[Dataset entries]
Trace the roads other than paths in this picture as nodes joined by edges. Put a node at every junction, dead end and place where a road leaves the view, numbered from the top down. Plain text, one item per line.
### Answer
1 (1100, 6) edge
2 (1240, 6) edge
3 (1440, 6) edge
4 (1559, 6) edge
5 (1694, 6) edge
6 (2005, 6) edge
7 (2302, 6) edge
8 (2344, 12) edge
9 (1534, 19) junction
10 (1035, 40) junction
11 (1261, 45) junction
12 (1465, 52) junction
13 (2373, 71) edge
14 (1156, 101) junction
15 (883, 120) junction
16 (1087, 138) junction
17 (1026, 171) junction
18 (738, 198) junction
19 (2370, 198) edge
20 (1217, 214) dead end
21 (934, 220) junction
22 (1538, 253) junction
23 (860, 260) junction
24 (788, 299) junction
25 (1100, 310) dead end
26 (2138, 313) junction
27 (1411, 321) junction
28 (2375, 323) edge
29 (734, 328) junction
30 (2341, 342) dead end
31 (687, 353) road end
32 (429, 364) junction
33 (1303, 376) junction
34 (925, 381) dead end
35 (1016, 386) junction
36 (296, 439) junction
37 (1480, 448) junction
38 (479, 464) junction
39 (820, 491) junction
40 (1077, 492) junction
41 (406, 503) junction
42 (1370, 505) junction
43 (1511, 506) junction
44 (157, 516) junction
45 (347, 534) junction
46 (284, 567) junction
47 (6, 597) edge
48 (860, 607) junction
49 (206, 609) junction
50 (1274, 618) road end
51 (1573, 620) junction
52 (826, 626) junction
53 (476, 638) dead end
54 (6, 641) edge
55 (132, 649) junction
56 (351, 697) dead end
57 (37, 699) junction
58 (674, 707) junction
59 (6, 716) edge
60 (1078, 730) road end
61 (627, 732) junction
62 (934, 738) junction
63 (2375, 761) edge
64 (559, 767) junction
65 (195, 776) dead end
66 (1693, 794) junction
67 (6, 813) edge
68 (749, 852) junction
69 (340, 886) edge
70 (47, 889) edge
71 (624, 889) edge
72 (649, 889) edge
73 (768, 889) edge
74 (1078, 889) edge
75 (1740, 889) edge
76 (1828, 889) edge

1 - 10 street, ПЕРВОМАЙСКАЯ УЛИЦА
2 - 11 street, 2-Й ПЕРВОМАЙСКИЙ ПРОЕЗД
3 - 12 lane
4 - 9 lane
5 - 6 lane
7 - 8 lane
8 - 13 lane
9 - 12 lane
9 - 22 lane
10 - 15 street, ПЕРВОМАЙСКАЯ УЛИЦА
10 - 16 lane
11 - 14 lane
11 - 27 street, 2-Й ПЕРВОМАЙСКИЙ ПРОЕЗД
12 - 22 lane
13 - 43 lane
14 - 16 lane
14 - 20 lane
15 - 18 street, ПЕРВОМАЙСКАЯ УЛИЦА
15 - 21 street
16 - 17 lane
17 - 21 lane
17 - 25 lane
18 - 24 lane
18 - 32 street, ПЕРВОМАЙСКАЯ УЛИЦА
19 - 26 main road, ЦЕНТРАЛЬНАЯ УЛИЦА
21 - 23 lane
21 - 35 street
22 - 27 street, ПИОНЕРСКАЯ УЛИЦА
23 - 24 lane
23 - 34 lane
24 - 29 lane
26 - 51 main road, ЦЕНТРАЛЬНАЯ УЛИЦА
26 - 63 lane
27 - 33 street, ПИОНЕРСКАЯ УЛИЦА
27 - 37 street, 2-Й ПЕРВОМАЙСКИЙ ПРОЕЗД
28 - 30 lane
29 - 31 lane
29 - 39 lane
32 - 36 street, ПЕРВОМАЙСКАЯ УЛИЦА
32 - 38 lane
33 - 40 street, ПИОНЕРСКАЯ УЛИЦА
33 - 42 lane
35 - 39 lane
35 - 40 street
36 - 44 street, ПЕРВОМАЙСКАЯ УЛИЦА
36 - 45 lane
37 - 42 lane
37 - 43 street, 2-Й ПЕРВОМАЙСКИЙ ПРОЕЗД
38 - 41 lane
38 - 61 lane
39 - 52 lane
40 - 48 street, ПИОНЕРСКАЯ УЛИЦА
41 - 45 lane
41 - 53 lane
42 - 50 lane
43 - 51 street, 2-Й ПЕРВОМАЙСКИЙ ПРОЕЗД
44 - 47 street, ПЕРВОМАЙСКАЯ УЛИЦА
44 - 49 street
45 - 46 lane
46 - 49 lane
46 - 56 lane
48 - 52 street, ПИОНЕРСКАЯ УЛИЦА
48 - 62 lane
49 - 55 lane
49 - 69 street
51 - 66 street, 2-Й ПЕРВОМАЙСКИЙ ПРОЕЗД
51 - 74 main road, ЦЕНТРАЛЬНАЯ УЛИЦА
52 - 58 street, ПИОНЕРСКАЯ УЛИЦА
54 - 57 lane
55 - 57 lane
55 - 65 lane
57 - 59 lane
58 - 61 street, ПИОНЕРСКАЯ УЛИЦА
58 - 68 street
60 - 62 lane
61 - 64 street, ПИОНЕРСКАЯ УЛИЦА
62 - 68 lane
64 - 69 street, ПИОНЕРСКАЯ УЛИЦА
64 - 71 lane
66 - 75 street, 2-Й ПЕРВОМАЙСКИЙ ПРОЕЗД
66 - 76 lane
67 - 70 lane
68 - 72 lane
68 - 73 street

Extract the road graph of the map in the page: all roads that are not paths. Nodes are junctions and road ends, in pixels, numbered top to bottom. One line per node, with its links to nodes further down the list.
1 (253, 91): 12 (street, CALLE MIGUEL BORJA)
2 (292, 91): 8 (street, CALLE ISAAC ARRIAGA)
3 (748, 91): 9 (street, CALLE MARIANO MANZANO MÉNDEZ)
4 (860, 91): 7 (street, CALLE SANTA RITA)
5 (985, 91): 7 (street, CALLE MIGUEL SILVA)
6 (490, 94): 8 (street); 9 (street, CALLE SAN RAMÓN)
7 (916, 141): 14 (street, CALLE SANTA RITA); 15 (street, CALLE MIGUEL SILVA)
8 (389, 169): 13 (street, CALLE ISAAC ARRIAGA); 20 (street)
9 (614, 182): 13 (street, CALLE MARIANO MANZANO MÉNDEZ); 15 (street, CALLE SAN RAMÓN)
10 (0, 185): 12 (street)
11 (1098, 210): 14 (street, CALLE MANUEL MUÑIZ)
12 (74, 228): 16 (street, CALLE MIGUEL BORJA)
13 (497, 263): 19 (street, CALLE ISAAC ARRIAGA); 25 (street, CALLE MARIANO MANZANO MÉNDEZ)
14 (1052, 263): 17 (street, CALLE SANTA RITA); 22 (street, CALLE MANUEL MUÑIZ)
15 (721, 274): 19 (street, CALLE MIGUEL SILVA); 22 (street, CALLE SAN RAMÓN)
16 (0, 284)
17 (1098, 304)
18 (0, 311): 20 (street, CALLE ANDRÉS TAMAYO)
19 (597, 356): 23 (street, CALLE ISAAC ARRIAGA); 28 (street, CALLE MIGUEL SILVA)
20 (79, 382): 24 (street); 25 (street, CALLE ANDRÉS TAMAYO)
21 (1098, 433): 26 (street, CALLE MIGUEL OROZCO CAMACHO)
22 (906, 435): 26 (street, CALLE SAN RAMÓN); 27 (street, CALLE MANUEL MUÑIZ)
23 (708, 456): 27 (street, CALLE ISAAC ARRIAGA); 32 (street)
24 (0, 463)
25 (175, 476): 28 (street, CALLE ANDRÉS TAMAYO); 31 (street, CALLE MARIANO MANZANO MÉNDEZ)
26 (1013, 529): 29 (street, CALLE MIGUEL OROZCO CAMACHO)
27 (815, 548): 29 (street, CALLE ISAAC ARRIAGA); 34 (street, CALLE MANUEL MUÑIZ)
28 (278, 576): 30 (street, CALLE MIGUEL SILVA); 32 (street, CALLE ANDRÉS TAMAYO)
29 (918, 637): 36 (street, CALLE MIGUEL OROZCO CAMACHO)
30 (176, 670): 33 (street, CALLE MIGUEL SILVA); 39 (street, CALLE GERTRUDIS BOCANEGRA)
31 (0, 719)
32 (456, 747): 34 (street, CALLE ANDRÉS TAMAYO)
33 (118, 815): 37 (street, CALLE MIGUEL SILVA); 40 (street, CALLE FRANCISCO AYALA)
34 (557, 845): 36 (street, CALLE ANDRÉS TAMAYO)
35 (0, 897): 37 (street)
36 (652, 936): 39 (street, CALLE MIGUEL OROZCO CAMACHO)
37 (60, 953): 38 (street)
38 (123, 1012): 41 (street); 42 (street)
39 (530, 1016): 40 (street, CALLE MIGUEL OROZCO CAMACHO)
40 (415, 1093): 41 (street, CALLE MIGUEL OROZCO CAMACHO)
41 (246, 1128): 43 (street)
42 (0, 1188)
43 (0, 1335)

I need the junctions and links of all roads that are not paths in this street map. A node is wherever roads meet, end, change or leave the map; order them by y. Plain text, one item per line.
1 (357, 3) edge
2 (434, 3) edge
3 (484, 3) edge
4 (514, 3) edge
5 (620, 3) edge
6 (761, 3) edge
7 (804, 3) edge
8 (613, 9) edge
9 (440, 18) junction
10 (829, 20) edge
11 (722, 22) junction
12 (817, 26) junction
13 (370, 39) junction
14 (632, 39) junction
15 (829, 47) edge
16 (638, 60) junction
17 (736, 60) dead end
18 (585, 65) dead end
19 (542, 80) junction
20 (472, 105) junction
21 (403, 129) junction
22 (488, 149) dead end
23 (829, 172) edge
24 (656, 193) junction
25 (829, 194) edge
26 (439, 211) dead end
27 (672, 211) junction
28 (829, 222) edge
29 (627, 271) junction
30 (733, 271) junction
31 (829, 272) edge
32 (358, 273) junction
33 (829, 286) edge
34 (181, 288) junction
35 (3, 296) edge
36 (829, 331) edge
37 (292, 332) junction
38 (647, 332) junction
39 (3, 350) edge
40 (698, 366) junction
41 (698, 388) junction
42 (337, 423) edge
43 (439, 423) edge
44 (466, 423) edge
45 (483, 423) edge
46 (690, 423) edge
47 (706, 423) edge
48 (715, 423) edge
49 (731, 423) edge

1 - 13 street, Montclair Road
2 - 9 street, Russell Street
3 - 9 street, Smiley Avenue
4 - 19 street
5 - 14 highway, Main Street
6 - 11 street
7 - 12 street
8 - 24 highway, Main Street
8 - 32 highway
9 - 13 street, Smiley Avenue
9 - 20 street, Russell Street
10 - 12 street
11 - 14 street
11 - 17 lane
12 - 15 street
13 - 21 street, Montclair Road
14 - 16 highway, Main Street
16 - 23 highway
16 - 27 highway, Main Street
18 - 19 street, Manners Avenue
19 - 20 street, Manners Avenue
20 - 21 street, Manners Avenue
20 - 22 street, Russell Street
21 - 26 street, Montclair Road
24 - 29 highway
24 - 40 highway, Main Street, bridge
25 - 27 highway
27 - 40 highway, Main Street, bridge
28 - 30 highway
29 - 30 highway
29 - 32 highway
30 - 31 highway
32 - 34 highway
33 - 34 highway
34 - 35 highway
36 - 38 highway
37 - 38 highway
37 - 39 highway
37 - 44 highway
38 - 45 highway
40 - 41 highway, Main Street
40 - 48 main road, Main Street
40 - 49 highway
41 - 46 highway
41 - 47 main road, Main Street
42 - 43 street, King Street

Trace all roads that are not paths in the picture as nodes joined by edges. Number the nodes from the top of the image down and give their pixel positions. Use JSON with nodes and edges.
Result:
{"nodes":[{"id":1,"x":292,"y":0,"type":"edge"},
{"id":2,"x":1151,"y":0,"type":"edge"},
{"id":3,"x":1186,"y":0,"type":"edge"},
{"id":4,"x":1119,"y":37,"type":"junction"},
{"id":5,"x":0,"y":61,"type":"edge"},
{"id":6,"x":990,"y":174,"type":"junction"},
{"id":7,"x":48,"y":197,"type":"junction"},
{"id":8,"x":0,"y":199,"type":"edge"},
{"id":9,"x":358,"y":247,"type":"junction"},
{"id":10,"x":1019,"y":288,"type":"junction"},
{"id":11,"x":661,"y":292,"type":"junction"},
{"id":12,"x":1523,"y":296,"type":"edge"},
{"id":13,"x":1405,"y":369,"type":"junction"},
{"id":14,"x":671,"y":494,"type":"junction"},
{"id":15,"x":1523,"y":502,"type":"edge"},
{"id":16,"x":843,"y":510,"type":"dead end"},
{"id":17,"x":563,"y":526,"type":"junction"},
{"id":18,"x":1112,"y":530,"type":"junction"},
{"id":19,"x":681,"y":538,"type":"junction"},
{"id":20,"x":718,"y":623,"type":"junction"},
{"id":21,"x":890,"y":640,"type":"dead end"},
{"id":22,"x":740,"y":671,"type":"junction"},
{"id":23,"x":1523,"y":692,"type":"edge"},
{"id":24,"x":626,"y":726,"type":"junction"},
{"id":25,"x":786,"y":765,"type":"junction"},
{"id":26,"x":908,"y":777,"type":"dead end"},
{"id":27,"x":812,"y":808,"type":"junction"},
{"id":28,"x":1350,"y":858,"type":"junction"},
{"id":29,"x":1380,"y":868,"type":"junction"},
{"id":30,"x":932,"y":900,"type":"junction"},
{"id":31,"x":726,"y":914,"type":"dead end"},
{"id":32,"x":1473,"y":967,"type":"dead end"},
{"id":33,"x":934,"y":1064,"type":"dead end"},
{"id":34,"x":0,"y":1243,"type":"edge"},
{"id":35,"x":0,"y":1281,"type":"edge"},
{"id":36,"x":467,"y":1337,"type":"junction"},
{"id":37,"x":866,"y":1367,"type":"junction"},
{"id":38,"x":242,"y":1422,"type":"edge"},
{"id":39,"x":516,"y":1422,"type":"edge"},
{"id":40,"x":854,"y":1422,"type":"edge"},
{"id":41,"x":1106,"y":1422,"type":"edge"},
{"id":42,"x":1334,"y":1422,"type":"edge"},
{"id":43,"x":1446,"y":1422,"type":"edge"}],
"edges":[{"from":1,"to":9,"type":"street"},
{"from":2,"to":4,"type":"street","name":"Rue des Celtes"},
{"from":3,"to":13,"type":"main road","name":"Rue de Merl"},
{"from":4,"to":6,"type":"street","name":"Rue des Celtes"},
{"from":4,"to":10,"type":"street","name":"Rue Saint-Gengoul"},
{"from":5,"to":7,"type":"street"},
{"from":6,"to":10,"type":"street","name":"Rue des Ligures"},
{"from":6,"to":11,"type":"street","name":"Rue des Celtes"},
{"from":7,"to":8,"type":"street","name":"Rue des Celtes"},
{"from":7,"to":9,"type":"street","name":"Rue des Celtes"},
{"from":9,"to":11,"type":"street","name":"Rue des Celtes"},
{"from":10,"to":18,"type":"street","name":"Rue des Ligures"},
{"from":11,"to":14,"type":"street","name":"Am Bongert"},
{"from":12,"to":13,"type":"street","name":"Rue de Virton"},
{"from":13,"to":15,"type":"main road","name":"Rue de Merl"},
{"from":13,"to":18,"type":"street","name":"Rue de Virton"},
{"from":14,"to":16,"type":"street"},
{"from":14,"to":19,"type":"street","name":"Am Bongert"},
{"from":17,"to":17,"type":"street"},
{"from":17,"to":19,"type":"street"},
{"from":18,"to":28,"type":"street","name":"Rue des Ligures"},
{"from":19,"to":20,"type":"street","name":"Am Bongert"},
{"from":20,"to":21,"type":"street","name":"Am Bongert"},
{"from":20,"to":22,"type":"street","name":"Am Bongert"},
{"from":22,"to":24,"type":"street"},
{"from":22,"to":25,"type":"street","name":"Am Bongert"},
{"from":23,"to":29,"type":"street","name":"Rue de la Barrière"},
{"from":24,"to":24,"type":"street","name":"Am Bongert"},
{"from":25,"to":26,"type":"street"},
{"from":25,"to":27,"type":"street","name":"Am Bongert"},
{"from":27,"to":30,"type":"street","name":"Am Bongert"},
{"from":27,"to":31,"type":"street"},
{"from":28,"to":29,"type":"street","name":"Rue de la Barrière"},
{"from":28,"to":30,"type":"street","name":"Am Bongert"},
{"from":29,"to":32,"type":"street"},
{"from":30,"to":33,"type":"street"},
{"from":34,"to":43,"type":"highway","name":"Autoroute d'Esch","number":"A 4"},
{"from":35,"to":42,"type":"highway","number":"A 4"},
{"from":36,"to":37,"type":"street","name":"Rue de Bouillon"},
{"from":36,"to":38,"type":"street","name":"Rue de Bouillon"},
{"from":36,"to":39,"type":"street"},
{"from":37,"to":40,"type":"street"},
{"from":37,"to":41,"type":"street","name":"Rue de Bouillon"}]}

*PROBLEM DESCRIPTION*
Every line with "ПЕРВОМАЙСКАЯ" in it should be copied from the entries above.

*TASK RESULT*
1 - 10 street, ПЕРВОМАЙСКАЯ УЛИЦА
10 - 15 street, ПЕРВОМАЙСКАЯ УЛИЦА
15 - 18 street, ПЕРВОМАЙСКАЯ УЛИЦА
18 - 32 street, ПЕРВОМАЙСКАЯ УЛИЦА
32 - 36 street, ПЕРВОМАЙСКАЯ УЛИЦА
36 - 44 street, ПЕРВОМАЙСКАЯ УЛИЦА
44 - 47 street, ПЕРВОМАЙСКАЯ УЛИЦА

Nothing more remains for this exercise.